Wild Harvesting and Processing

Most of the landings in Maine are from wild mussel beds; cultured mussels, at the peak of production during the eighties, accounted for about 18% of the total landings. Wild mussels can be harvested all year, but most fishing is in the winter when the quality of the meat is best. They are taken by hand with a rake or from a boat with a drag. A license is required from the Department of Marine resources to harvest mussels by either method. A mussel drag is essentially a framed mouth with an attached bag. Across the bottom of the mouth is either a cutting bar or a chain sweep which loosens the mussels as the drag is pulled across the bottom. The mussels are then diverted into the bag. Department of Marine Resources regulations (Chapter 12), restricts the size of mussel drags to an aggregate width or 6 feet 6 inches.

After they are landed, the mussels may be soaked over night to clean the meat and then tumbled to separate them. Tumbling may also be done on board the boat. The mussels are then sorted by size, graded and bagged for shipment to market, or in some cases shucked and the fresh meats sold.


Mussel aquaculture involves placing small ("seed") mussels (3/4 to 2 inches long) in an area where growing conditions are optimum and where the culturist has exclusive rights to the harvest. Mussels can be grown to marketable size in 12 to 18 months, and the product is usually of high quality.

There are two methods of mussel culture practiced in Maine - suspended culture and bottom culture. With suspended culture, mussel spat is collected on short ropes hung in the water. Later they are transferred to plastic mesh tubing suspended from floats where they grow until reaching marketable size. These mussels grow very fast and are of the highest quality, but the process is labor intensive and the mussels are vulnerable to storms and ice damage. With bottom culture, seed mussels (1 1/4 to 2 inches long) are collected from dense, wild beds and thinly spread over the lease site. This allows the mussels to increase their growth rate and double their size within a year. This process is less labor intensive than suspended culture, but the mussels are more subject to predation and the harvest is less predictable.

Because marine resources are public property, the right to exclusive access to a resource on any site has to be obtained through a lease. The State of Maine, through the authority of the Commissioner of the Department of Marine Resources, grants aquaculture leases for a period up to 10 years and up to 200 acres in area. Lease proposals are subject to an adjudicatory hearing, which considers the impact of an aquaculture operation on navigation, fishing, access for riparian owners and coastal zoning statutes. As of May 1997, there are 6 mussel leases in Maine that farm a total area of 154.5 acres. This is down from 32 leases over 696 acres in 1986.

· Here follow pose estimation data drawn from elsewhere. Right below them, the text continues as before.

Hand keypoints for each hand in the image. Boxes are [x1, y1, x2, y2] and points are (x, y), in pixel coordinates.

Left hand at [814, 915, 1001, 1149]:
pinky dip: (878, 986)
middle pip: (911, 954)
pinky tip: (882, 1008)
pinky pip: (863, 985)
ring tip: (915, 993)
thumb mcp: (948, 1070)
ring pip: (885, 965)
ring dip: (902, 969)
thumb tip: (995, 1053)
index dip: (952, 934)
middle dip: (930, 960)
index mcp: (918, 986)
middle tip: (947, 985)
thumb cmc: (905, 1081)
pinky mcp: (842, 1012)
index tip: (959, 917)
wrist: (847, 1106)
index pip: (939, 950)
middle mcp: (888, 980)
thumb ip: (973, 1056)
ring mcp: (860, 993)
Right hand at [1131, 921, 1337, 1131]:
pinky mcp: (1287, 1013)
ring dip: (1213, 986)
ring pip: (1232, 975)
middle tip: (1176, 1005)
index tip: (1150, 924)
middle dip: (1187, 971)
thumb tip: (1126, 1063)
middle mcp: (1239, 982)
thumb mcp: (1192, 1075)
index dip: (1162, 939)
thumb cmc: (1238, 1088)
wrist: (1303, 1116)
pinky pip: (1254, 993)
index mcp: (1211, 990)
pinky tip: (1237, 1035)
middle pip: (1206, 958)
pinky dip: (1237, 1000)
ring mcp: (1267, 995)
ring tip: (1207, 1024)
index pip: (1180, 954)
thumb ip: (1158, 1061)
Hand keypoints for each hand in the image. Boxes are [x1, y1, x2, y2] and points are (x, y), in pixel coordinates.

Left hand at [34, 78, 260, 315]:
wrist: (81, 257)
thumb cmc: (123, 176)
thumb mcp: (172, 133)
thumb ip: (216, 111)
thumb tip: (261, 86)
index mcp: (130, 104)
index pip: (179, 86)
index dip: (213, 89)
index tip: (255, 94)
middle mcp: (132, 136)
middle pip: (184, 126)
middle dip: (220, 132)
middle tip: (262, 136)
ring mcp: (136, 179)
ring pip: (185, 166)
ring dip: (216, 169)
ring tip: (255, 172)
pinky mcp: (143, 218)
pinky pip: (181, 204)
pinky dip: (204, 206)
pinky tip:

Mussel regulations were implemented in 1988 by the Department of Marine Resources in response to concerns within the industry and legislature that the intensity of the fishery that existed at that time was leading towards resource problems and conflicts between users. One of the major problems was the significant demand for seed mussels by the aquaculture industry. There was a fear that recruitment to the prime wild beds might be impaired if the seed was heavily harvested and transferred to lease sites. The solution was to find an alternate source of seed for the aquaculture industry. To this end, the mussel regulation established four "seed mussel conservation areas", from which only seed-size mussels may be removed for growout. A permit issued by the Department of Marine Resources is required to remove any mussels from the conservation areas.

The mussel regulation (see Chapter 12) defines seed mussels and their use, describes the seed mussel conservation areas, establishes size limits of mussel drags, and prohibits nighttime harvesting.